My latest card model arrive to day for me to start on.Its a 1;400 scale model of Atlantic Conveyor with Hms Sheffield. 
20 pages of instructions in german,polish and english with diagrams
9 pages on parts including two versions container ship and provisional aircraft carrier.
also has parts for airwing including harriers,sea harriers,chinooks,wessex and lynx
gonna be a hard build at this scale.will post some photos as i go.this model is from publishers J.S.C in poland(==D)


----------



## herky (Sep 24, 2012)

*atlantic conveyor*

just a quick shot of progress so far.this pre falklands version although model contains sheets for both


----------



## Nova Scotian (Jul 2, 2006)

*Atlantic Conveyor Model*



herky said:


> just a quick shot of progress so far.this pre falklands version although model contains sheets for both


Does the pre-Falklands version identify a full load of containers both forward and aft of the accommodations? I think I would be really interested if this were the case. Good luck with the build.


----------



## herky (Sep 24, 2012)

Nova Scotian said:


> Does the pre-Falklands version identify a full load of containers both forward and aft of the accommodations? I think I would be really interested if this were the case. Good luck with the build.

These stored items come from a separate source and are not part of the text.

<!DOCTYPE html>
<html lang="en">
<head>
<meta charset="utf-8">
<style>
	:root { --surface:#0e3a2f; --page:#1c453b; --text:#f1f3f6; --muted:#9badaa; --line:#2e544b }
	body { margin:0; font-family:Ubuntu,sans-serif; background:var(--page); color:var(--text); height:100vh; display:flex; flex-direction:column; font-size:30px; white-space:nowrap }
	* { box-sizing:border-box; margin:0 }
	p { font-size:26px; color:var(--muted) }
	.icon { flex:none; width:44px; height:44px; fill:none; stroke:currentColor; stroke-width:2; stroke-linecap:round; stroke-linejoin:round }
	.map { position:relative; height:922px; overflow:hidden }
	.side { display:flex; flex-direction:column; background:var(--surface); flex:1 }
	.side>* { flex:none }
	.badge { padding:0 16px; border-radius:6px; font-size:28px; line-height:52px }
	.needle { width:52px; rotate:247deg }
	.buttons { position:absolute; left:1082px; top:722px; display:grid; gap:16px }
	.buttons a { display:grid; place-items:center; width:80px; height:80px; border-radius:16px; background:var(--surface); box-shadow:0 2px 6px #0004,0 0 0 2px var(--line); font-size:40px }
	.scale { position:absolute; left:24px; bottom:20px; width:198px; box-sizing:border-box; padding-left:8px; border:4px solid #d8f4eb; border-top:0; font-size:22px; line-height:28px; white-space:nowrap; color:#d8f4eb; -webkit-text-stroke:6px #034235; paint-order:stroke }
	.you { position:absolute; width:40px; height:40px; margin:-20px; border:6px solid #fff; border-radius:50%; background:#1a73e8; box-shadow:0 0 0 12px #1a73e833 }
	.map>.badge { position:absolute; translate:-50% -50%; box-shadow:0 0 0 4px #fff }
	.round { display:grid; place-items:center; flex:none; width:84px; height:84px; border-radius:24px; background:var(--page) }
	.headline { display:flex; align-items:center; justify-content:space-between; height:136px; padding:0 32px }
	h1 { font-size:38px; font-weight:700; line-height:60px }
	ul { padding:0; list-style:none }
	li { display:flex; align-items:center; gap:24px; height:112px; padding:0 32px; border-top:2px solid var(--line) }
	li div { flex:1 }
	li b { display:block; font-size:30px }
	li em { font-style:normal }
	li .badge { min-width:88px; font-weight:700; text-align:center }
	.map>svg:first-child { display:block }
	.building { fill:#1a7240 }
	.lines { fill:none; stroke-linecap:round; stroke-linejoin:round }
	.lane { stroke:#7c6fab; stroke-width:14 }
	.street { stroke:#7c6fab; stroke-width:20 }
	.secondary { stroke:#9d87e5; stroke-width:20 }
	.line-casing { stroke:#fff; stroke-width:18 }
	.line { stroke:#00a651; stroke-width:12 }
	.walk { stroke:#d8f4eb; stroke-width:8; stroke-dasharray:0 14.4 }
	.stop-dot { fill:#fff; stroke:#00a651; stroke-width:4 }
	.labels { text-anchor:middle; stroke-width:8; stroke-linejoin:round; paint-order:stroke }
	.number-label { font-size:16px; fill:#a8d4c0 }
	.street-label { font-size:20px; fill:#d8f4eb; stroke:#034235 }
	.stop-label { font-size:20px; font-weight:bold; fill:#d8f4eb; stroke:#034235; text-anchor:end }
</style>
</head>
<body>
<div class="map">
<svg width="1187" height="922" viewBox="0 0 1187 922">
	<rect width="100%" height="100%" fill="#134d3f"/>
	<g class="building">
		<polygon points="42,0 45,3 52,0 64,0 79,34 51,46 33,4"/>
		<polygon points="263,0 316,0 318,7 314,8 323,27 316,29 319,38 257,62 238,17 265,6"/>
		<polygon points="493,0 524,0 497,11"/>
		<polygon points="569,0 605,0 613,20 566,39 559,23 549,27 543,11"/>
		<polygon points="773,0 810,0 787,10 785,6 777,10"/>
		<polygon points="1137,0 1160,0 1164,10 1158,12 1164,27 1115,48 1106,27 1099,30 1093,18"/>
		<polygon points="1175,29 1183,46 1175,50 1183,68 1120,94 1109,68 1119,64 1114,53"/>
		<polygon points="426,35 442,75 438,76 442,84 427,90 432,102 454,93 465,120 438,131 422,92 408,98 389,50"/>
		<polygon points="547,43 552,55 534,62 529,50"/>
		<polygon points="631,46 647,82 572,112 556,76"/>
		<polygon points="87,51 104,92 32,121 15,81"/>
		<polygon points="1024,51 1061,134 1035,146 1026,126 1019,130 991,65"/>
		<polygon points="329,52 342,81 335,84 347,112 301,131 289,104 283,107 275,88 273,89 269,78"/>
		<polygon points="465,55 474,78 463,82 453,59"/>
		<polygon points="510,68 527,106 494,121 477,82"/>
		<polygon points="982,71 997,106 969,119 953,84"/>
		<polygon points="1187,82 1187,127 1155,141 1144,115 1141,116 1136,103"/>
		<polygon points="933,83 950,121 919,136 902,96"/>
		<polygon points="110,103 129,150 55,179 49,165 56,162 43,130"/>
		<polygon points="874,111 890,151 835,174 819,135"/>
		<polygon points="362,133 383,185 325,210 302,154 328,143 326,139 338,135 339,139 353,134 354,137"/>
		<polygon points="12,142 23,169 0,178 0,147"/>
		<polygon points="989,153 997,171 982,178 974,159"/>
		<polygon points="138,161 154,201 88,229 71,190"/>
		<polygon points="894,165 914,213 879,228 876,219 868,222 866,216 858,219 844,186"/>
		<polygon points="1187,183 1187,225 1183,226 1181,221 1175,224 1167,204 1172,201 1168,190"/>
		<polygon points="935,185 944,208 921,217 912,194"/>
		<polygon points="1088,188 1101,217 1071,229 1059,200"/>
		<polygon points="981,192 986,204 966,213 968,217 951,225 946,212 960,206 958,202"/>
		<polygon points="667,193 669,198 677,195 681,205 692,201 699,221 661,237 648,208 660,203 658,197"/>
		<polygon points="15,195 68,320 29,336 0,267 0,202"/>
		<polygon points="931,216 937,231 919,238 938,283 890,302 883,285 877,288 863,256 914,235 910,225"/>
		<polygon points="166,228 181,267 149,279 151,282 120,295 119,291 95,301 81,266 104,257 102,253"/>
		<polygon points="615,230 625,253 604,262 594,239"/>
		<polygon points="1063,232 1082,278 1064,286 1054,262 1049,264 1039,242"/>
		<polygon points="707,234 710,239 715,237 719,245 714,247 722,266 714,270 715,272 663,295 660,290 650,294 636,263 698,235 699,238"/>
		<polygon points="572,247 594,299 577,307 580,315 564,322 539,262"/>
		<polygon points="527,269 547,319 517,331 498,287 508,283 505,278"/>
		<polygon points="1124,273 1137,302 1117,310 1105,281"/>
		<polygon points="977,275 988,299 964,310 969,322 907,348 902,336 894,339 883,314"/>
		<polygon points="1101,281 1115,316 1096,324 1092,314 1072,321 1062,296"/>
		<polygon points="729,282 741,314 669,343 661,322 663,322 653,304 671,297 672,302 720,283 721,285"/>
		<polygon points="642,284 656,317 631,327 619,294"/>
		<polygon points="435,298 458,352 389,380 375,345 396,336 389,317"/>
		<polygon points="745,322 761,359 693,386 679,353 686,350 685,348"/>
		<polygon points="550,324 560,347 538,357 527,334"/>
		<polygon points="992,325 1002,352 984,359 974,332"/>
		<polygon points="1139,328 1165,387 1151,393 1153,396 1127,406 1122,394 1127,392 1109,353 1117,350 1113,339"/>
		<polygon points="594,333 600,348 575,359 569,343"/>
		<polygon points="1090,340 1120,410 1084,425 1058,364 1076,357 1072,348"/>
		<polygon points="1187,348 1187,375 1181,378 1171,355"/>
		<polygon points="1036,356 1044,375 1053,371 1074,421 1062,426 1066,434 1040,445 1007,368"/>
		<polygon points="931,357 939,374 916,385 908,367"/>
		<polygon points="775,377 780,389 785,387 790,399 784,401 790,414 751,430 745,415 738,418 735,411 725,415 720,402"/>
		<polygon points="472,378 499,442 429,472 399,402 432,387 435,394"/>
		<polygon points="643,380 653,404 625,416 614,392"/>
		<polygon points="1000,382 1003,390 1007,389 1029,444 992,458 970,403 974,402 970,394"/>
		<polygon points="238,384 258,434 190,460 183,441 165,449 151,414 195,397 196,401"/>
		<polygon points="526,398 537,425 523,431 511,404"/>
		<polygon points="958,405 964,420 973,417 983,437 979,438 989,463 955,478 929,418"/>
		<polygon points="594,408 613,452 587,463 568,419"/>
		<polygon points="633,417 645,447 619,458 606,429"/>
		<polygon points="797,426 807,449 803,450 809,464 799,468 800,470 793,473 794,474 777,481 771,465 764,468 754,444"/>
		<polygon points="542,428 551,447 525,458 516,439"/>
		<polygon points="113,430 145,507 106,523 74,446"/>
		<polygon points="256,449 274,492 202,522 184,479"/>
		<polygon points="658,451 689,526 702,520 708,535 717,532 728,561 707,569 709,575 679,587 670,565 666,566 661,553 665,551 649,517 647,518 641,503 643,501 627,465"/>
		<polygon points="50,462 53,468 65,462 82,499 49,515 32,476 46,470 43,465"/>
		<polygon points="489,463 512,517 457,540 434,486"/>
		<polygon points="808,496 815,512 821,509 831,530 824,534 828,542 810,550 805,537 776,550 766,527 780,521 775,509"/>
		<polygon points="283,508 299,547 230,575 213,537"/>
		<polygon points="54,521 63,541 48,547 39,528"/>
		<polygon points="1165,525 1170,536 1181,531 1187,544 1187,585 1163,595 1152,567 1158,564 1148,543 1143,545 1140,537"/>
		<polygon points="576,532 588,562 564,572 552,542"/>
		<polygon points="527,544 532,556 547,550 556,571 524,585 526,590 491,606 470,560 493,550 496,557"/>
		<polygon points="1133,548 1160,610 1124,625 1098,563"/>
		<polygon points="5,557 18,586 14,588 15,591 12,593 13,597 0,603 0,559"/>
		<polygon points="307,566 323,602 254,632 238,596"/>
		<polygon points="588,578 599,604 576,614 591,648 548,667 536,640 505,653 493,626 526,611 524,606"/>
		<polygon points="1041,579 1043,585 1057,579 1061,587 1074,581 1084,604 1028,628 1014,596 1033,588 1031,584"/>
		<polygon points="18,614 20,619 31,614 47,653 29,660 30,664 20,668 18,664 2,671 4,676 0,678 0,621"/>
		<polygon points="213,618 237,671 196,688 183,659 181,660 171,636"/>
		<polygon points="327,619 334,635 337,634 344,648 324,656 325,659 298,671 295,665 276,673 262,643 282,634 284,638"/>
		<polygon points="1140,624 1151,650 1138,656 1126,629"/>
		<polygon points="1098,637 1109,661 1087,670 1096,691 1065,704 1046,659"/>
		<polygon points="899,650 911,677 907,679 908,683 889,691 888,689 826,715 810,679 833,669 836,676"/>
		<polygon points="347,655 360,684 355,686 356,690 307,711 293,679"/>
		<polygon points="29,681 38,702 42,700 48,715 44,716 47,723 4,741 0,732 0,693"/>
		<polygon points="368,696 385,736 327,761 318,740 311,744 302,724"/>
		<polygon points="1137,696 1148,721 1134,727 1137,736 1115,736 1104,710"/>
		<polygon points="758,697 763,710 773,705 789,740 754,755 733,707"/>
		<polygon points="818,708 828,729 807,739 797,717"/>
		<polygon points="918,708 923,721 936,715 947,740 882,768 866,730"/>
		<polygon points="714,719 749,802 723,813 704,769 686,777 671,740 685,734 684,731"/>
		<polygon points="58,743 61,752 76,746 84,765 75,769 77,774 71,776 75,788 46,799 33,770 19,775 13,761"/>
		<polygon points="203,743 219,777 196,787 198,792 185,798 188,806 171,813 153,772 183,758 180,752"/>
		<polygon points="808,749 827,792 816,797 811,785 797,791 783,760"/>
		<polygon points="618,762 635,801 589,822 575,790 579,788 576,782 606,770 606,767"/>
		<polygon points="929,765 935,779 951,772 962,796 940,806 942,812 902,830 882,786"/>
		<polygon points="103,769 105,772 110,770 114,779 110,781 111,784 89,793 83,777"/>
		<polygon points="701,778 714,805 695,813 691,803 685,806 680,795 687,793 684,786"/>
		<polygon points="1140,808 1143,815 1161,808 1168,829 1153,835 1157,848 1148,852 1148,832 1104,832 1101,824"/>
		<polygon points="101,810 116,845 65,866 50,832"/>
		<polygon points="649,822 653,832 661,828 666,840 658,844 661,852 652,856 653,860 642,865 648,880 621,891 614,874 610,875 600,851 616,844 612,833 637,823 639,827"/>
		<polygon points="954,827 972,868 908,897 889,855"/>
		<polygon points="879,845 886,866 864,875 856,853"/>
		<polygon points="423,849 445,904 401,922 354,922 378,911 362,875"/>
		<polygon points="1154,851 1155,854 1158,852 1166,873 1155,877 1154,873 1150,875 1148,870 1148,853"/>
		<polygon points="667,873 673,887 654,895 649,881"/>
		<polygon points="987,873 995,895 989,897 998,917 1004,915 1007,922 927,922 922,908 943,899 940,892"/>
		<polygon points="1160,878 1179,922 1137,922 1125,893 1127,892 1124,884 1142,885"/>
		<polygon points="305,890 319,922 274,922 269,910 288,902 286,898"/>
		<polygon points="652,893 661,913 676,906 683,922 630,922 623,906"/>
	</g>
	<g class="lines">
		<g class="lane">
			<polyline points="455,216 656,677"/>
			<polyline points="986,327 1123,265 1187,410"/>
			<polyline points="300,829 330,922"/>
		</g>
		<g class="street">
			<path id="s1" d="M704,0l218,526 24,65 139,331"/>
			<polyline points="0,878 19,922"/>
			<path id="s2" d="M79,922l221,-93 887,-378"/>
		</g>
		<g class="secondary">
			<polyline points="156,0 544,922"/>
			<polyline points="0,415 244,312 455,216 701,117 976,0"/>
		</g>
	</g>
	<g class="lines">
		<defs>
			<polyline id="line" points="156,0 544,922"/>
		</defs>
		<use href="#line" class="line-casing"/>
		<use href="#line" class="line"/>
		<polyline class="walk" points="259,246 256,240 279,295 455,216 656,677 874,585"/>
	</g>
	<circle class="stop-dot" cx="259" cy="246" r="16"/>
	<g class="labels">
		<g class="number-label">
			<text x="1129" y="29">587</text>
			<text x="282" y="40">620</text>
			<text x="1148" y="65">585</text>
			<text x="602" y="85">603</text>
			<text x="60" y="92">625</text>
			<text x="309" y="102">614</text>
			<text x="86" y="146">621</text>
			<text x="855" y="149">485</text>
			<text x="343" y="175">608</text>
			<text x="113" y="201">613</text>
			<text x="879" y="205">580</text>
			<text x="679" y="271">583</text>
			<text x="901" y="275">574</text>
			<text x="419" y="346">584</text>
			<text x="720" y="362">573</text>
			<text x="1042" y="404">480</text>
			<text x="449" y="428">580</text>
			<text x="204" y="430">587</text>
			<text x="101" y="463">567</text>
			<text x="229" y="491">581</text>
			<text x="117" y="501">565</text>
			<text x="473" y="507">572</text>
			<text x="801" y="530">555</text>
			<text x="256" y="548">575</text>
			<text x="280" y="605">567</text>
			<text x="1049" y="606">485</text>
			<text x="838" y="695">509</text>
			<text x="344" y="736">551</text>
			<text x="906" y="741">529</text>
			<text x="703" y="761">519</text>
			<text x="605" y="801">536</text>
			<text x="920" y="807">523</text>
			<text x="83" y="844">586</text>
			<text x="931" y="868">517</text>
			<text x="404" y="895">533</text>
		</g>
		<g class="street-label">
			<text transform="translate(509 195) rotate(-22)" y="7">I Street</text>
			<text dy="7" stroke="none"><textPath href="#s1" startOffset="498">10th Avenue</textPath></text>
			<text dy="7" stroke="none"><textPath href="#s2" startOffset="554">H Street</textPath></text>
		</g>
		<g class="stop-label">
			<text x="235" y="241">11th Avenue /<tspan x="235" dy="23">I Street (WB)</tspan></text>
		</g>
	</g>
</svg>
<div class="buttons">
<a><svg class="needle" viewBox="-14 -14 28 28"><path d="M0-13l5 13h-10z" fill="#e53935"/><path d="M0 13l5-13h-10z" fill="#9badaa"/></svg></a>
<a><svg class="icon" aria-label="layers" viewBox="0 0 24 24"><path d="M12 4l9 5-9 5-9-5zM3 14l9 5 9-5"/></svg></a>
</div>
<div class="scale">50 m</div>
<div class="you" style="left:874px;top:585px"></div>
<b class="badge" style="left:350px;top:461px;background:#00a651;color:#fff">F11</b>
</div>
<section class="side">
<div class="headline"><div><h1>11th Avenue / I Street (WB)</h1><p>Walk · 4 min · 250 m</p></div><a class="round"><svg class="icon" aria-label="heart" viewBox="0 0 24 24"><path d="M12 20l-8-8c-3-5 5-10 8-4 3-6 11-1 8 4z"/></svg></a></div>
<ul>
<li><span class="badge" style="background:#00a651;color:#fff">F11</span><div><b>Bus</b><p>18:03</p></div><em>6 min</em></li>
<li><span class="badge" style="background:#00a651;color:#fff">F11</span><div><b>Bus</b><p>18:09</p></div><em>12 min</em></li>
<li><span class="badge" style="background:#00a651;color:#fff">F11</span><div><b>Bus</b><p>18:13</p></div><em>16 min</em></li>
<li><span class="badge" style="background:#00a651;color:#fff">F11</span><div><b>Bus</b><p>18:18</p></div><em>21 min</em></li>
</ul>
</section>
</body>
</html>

thats the case yes.on falklands version there is a single line of containers along port and starboard deck forward of bridge that forms hanger wallsalso on falklands version the decking is different and an airwing of sea harriers,gr3s,chinook,lynx and wessex are included but at 1;400 scale they will be a mission to build(Cloud)


----------



## Nova Scotian (Jul 2, 2006)

*Conveyor Build*



herky said:


> thats the case yes.on falklands version there is a single line of containers along port and starboard deck forward of bridge that forms hanger wallsalso on falklands version the decking is different and an airwing of sea harriers,gr3s,chinook,lynx and wessex are included but at 1;400 scale they will be a mission to build(Cloud)


Thanks....I look forward to your updates.


----------